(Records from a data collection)
───

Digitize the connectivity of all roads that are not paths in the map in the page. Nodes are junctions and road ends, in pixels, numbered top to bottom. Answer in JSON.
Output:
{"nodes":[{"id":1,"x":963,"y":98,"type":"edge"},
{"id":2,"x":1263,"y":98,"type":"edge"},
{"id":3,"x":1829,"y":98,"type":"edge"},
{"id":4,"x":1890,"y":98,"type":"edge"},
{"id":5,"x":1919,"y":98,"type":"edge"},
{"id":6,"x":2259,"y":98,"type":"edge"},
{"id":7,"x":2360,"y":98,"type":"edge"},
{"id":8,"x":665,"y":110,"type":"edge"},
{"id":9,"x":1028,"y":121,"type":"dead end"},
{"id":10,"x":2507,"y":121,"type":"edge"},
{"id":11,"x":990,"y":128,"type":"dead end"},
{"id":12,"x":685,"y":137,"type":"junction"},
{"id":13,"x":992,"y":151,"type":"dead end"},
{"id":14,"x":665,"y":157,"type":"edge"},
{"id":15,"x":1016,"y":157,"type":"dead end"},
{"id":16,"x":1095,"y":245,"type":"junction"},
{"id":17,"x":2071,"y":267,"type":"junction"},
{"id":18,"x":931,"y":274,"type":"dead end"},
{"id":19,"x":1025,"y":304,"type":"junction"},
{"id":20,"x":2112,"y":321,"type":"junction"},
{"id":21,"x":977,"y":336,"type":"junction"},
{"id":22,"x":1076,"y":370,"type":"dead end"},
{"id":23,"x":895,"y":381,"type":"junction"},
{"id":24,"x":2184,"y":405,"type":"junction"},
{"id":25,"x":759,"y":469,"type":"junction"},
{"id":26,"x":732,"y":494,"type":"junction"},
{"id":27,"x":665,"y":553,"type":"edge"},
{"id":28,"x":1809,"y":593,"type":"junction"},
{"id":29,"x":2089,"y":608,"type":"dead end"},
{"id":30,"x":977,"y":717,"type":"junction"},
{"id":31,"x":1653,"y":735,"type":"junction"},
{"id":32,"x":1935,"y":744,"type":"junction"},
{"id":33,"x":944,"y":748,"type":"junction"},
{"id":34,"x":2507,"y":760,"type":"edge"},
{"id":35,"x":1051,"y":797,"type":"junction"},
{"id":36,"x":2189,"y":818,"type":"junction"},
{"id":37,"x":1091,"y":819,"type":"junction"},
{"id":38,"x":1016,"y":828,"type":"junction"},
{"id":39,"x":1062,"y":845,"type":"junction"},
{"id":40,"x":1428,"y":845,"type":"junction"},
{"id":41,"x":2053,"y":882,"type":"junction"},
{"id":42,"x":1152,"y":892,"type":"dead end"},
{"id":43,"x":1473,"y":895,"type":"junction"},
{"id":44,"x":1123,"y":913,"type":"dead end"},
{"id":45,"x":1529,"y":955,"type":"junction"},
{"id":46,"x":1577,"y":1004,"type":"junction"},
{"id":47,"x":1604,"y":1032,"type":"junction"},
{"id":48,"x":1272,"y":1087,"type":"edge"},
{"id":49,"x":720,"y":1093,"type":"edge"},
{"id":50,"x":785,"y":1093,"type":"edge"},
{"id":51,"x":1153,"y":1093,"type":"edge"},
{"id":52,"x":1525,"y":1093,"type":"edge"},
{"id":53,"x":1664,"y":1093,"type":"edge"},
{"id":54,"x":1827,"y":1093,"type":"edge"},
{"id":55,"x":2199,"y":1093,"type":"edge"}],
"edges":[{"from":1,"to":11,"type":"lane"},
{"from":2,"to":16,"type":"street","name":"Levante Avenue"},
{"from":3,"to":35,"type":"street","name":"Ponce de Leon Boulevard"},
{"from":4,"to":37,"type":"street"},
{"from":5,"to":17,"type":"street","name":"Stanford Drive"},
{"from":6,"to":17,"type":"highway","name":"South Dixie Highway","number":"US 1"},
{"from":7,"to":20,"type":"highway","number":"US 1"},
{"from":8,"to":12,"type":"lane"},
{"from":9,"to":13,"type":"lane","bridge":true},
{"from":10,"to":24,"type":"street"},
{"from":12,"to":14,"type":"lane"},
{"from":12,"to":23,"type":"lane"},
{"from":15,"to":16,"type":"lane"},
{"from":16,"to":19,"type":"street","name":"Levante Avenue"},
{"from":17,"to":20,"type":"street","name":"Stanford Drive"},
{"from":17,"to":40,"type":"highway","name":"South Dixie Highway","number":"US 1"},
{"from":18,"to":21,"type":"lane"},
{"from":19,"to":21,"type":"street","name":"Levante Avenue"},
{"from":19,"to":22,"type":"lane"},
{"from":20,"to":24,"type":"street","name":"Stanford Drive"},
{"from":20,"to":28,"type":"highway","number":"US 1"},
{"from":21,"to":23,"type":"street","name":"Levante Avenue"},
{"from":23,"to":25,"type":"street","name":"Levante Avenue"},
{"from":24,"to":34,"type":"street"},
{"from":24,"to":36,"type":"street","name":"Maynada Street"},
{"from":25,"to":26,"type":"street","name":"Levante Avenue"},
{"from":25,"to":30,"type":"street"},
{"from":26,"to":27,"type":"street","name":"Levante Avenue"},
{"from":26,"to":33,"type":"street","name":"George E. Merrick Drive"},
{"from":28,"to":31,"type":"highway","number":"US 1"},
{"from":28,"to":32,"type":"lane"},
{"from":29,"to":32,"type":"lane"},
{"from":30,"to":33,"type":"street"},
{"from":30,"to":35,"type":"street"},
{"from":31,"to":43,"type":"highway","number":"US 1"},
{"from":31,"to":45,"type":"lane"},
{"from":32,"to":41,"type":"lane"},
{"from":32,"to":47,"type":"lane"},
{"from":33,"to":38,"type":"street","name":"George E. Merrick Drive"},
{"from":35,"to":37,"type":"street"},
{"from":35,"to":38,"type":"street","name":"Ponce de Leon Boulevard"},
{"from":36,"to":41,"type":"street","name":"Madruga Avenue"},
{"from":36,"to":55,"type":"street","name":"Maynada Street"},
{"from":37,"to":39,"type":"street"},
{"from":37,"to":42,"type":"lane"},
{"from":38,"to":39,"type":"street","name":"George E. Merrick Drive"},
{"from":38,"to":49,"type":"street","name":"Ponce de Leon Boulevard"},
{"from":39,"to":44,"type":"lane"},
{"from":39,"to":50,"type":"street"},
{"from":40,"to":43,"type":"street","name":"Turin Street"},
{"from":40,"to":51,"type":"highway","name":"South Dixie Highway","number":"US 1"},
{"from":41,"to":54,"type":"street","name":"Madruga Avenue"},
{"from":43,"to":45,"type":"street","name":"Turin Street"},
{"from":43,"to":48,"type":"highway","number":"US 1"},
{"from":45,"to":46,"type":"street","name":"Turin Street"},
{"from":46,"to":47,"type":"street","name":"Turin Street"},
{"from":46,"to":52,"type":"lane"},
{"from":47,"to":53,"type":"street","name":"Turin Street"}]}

───

Try it
The answer should be the full set of records, reproduced exactly.

Completed task
Digitize the connectivity of all roads that are not paths in the map in the page. Nodes are junctions and road ends, in pixels, numbered top to bottom. Answer in JSON.
Output:
{"nodes":[{"id":1,"x":963,"y":98,"type":"edge"},
{"id":2,"x":1263,"y":98,"type":"edge"},
{"id":3,"x":1829,"y":98,"type":"edge"},
{"id":4,"x":1890,"y":98,"type":"edge"},
{"id":5,"x":1919,"y":98,"type":"edge"},
{"id":6,"x":2259,"y":98,"type":"edge"},
{"id":7,"x":2360,"y":98,"type":"edge"},
{"id":8,"x":665,"y":110,"type":"edge"},
{"id":9,"x":1028,"y":121,"type":"dead end"},
{"id":10,"x":2507,"y":121,"type":"edge"},
{"id":11,"x":990,"y":128,"type":"dead end"},
{"id":12,"x":685,"y":137,"type":"junction"},
{"id":13,"x":992,"y":151,"type":"dead end"},
{"id":14,"x":665,"y":157,"type":"edge"},
{"id":15,"x":1016,"y":157,"type":"dead end"},
{"id":16,"x":1095,"y":245,"type":"junction"},
{"id":17,"x":2071,"y":267,"type":"junction"},
{"id":18,"x":931,"y":274,"type":"dead end"},
{"id":19,"x":1025,"y":304,"type":"junction"},
{"id":20,"x":2112,"y":321,"type":"junction"},
{"id":21,"x":977,"y":336,"type":"junction"},
{"id":22,"x":1076,"y":370,"type":"dead end"},
{"id":23,"x":895,"y":381,"type":"junction"},
{"id":24,"x":2184,"y":405,"type":"junction"},
{"id":25,"x":759,"y":469,"type":"junction"},
{"id":26,"x":732,"y":494,"type":"junction"},
{"id":27,"x":665,"y":553,"type":"edge"},
{"id":28,"x":1809,"y":593,"type":"junction"},
{"id":29,"x":2089,"y":608,"type":"dead end"},
{"id":30,"x":977,"y":717,"type":"junction"},
{"id":31,"x":1653,"y":735,"type":"junction"},
{"id":32,"x":1935,"y":744,"type":"junction"},
{"id":33,"x":944,"y":748,"type":"junction"},
{"id":34,"x":2507,"y":760,"type":"edge"},
{"id":35,"x":1051,"y":797,"type":"junction"},
{"id":36,"x":2189,"y":818,"type":"junction"},
{"id":37,"x":1091,"y":819,"type":"junction"},
{"id":38,"x":1016,"y":828,"type":"junction"},
{"id":39,"x":1062,"y":845,"type":"junction"},
{"id":40,"x":1428,"y":845,"type":"junction"},
{"id":41,"x":2053,"y":882,"type":"junction"},
{"id":42,"x":1152,"y":892,"type":"dead end"},
{"id":43,"x":1473,"y":895,"type":"junction"},
{"id":44,"x":1123,"y":913,"type":"dead end"},
{"id":45,"x":1529,"y":955,"type":"junction"},
{"id":46,"x":1577,"y":1004,"type":"junction"},
{"id":47,"x":1604,"y":1032,"type":"junction"},
{"id":48,"x":1272,"y":1087,"type":"edge"},
{"id":49,"x":720,"y":1093,"type":"edge"},
{"id":50,"x":785,"y":1093,"type":"edge"},
{"id":51,"x":1153,"y":1093,"type":"edge"},
{"id":52,"x":1525,"y":1093,"type":"edge"},
{"id":53,"x":1664,"y":1093,"type":"edge"},
{"id":54,"x":1827,"y":1093,"type":"edge"},
{"id":55,"x":2199,"y":1093,"type":"edge"}],
"edges":[{"from":1,"to":11,"type":"lane"},
{"from":2,"to":16,"type":"street","name":"Levante Avenue"},
{"from":3,"to":35,"type":"street","name":"Ponce de Leon Boulevard"},
{"from":4,"to":37,"type":"street"},
{"from":5,"to":17,"type":"street","name":"Stanford Drive"},
{"from":6,"to":17,"type":"highway","name":"South Dixie Highway","number":"US 1"},
{"from":7,"to":20,"type":"highway","number":"US 1"},
{"from":8,"to":12,"type":"lane"},
{"from":9,"to":13,"type":"lane","bridge":true},
{"from":10,"to":24,"type":"street"},
{"from":12,"to":14,"type":"lane"},
{"from":12,"to":23,"type":"lane"},
{"from":15,"to":16,"type":"lane"},
{"from":16,"to":19,"type":"street","name":"Levante Avenue"},
{"from":17,"to":20,"type":"street","name":"Stanford Drive"},
{"from":17,"to":40,"type":"highway","name":"South Dixie Highway","number":"US 1"},
{"from":18,"to":21,"type":"lane"},
{"from":19,"to":21,"type":"street","name":"Levante Avenue"},
{"from":19,"to":22,"type":"lane"},
{"from":20,"to":24,"type":"street","name":"Stanford Drive"},
{"from":20,"to":28,"type":"highway","number":"US 1"},
{"from":21,"to":23,"type":"street","name":"Levante Avenue"},
{"from":23,"to":25,"type":"street","name":"Levante Avenue"},
{"from":24,"to":34,"type":"street"},
{"from":24,"to":36,"type":"street","name":"Maynada Street"},
{"from":25,"to":26,"type":"street","name":"Levante Avenue"},
{"from":25,"to":30,"type":"street"},
{"from":26,"to":27,"type":"street","name":"Levante Avenue"},
{"from":26,"to":33,"type":"street","name":"George E. Merrick Drive"},
{"from":28,"to":31,"type":"highway","number":"US 1"},
{"from":28,"to":32,"type":"lane"},
{"from":29,"to":32,"type":"lane"},
{"from":30,"to":33,"type":"street"},
{"from":30,"to":35,"type":"street"},
{"from":31,"to":43,"type":"highway","number":"US 1"},
{"from":31,"to":45,"type":"lane"},
{"from":32,"to":41,"type":"lane"},
{"from":32,"to":47,"type":"lane"},
{"from":33,"to":38,"type":"street","name":"George E. Merrick Drive"},
{"from":35,"to":37,"type":"street"},
{"from":35,"to":38,"type":"street","name":"Ponce de Leon Boulevard"},
{"from":36,"to":41,"type":"street","name":"Madruga Avenue"},
{"from":36,"to":55,"type":"street","name":"Maynada Street"},
{"from":37,"to":39,"type":"street"},
{"from":37,"to":42,"type":"lane"},
{"from":38,"to":39,"type":"street","name":"George E. Merrick Drive"},
{"from":38,"to":49,"type":"street","name":"Ponce de Leon Boulevard"},
{"from":39,"to":44,"type":"lane"},
{"from":39,"to":50,"type":"street"},
{"from":40,"to":43,"type":"street","name":"Turin Street"},
{"from":40,"to":51,"type":"highway","name":"South Dixie Highway","number":"US 1"},
{"from":41,"to":54,"type":"street","name":"Madruga Avenue"},
{"from":43,"to":45,"type":"street","name":"Turin Street"},
{"from":43,"to":48,"type":"highway","number":"US 1"},
{"from":45,"to":46,"type":"street","name":"Turin Street"},
{"from":46,"to":47,"type":"street","name":"Turin Street"},
{"from":46,"to":52,"type":"lane"},
{"from":47,"to":53,"type":"street","name":"Turin Street"}]}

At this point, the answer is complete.